Last Thursday, I moved around the house, sorting through piles of dirty laundry, restocking baby wipes, cooking apples to make applesauce for Charlie. A lump in my throat swelled. Charlie sat atop a quilt my mom made, belly pushed out over his forever-in-motion legs, raking toys in his plump hands, while smiling, squawking, babbling and screeching in delight. A wave of love, tinged with grief rolled over me.
My soon to be eight-month-old son is growing up. Each day, he grows, he develops, he becomes less of me, and more of him. This is what a parent hopes for. A healthy baby, moving through childhood. In bed that night, before we turned out the lights, I looked at Cole and cried, “He needs me less and less. He no longer nurses before he goes to bed. And soon, so soon he’ll be eating solid meals three times a day! What about me?!” Cole squeezed my shoulder.
Since last January when I learned I was pregnant, I’ve been flooded with this sense of creation and dependence. For those 39 weeks in utero, Charlie was utterly dependent on me. For his life. My life, no longer my own, was submerged, swimming through the often cloudy waters of pregnancy, strange and unknown, uncharted but navigable. Consumed, obsessed, full (pregnant, in so many senses than the physical) I was heavy, preoccupied, concerned, anxious, excited, nervous, terrified, ecstatic for the baby. It’s all I thought about. And when you’re pregnant you need little reminder of what you’re carrying. (And oh god, once baby arrives. Obsession/worry/anxiety/joy –as in am I getting high off the feeling of the weight of his small body on my chest?– goes to an entirely new level.)
Cole says I’m willfully independent, sometimes to a fault. So, here’s what happens. You take a willfully independent woman and turn her into a mother. For all those weeks of gestation, you tether her to her unborn child. She is one and two at the same time. She gives birth and the physical symbol of connection is cut, but she is terrifyingly still connected to this child. She has to continue to sustain his life. Sometimes she feels like she’s drowning, a feeling that is a combination fierce love — a sense of devotion that floods her veins — and also fragility, caused by exhaustion, fear. Oddly, this sense of drowning is beautiful. She’s buoyant. There is, actually, air. She can breathe.

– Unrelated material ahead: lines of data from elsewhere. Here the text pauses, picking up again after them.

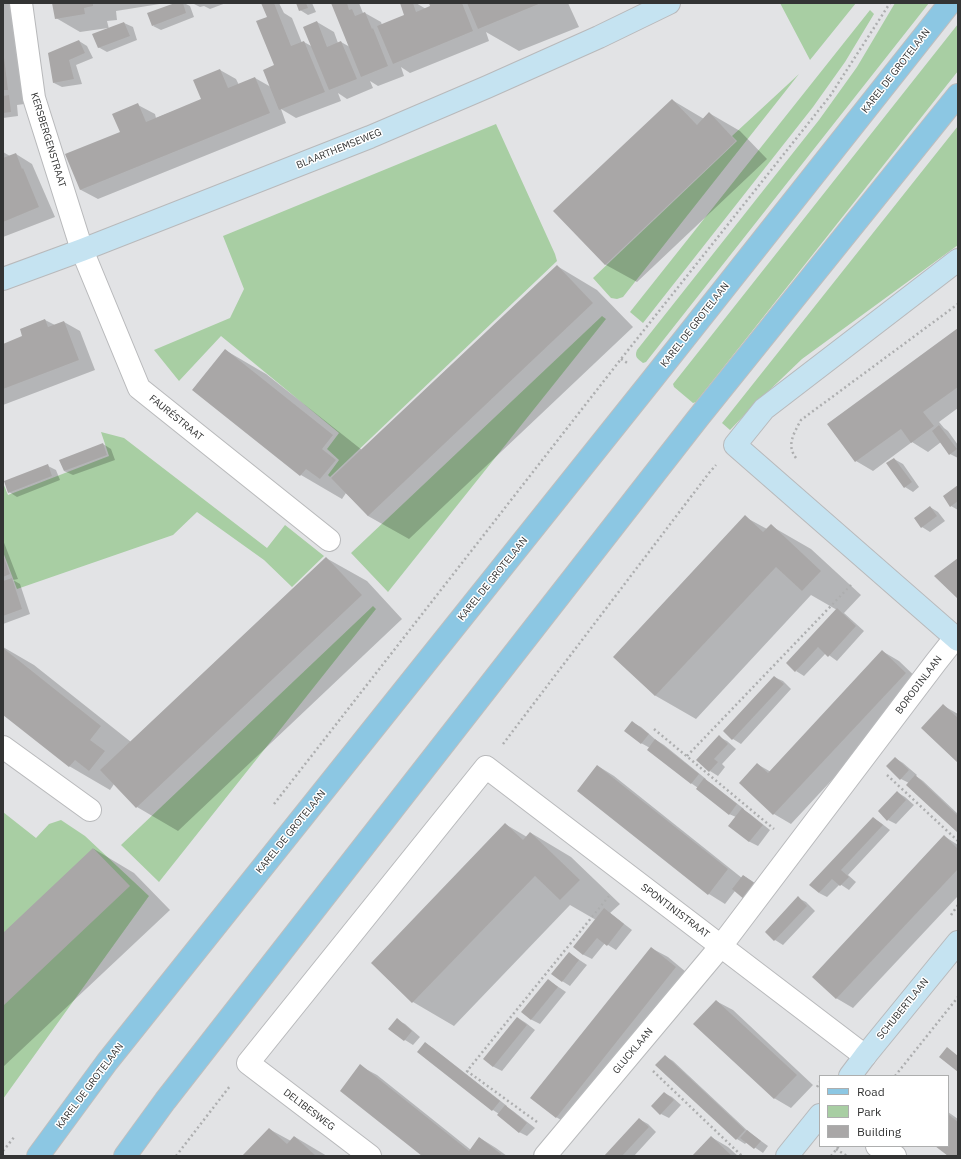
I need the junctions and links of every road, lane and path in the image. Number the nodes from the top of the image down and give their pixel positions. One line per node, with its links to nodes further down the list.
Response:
1 (21, 3): 6 (street, KERSBERGENSTRAAT)
2 (669, 3): 6 (street, BLAARTHEMSEWEG)
3 (890, 3): 10 (path)
4 (950, 3): 41 (main road, KAREL DE GROTELAAN)
5 (958, 96): 42 (main road)
6 (82, 250): 8 (street, BLAARTHEMSEWEG); 14 (street, FAURÉSTRAAT)
7 (958, 260): 12 (street)
8 (3, 280)
9 (958, 304): 13 (path)
10 (609, 374): 11 (path); 22 (path)
11 (615, 379)
12 (735, 446): 16 (street, BORODINLAAN); 21 (path)
13 (798, 461)
14 (329, 540)
15 (852, 584): 20 (path)
16 (957, 638): 19 (street, BORODINLAAN)
17 (654, 729): 20 (path)
18 (3, 747): 23 (street)
19 (866, 755): 24 (path); 25 (street, BORODINLAAN)
20 (687, 756): 25 (path)
21 (486, 767): 26 (street, SPONTINISTRAAT); 32 (street)
22 (272, 807)
23 (90, 810)
24 (958, 841)
25 (796, 847): 28 (street, BORODINLAAN)
26 (626, 874): 28 (street, SPONTINISTRAAT); 37 (path)
27 (958, 942): 31 (street, SCHUBERTLAAN)
28 (721, 946): 30 (street, GLUCKLAAN); 31 (street, SPONTINISTRAAT)
29 (958, 997): 34 (path)
30 (633, 1051): 37 (street, GLUCKLAAN); 46 (path)
31 (865, 1056): 33 (street, SCHUBERTLAAN)
32 (248, 1063): 43 (path); 44 (street, DELIBESWEG)
33 (851, 1075)
34 (896, 1075)
35 (819, 1116): 47 (street)
36 (18, 1132): 40 (path)
37 (560, 1139): 45 (street, GLUCKLAAN)
38 (879, 1147): 50 (street)
39 (836, 1149): 48 (path); 49 (path)
40 (3, 1151)
41 (38, 1156)
42 (125, 1156)
43 (176, 1156)
44 (370, 1156)
45 (545, 1156)
46 (742, 1156)
47 (787, 1156)
48 (831, 1156)
49 (847, 1156)
50 (895, 1156)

Yet this boy, he starts to float away.
This business of motherhood is a lesson in letting go. In surrender. In trust, in faith. In allowing yourself to be carried by the waves, taken further and further from shore.
I inform Cole that I’ll breastfeed Charlie forever. He laughs. Then in his matter-of-fact, “I love science” way, he tells me that no longer does my breastmilk provide all the nutrients Charlie needs. He needs other foods.
There it is, right there, in that sentence: He needs other….
I could not have become Charlie’s mother if I did not need, experience “other.” And he needs other: others to give him love, nourishment. For others to dote on him, to spoon the mess of applesauce into his bell shaped mouth. For others to hand the wooden block to his outstretched fingers.
I know not to dam my heart, but rather to let myself take on the swells. My boat will surely take on water, list and tip. No one said the crossing was smooth sailing. Like the many times on Lake Huron when we rode my grandmother’s Boston Whaler through a storm, fog so thickly set between land and water, bow of the boat crashing into the whitecaps, the wind and boat’s engine mixing together into one all encompassing sound, we rode up, up up into the waves, bow airborne for a second until the fall, and then hitting water again, a brief pause until we hit another wave. Exhilarating, surely. Face wet and cold from the sting of rain pellets, I did not bury my face into the collar of my rain jacket. I looked out, staring at each wave, knowing my grandmother could always handle the boat with indomitable confidence and skill. I did not worry about our stormy journey, we’d always make it back to the boathouse, even if the boat swamped with water.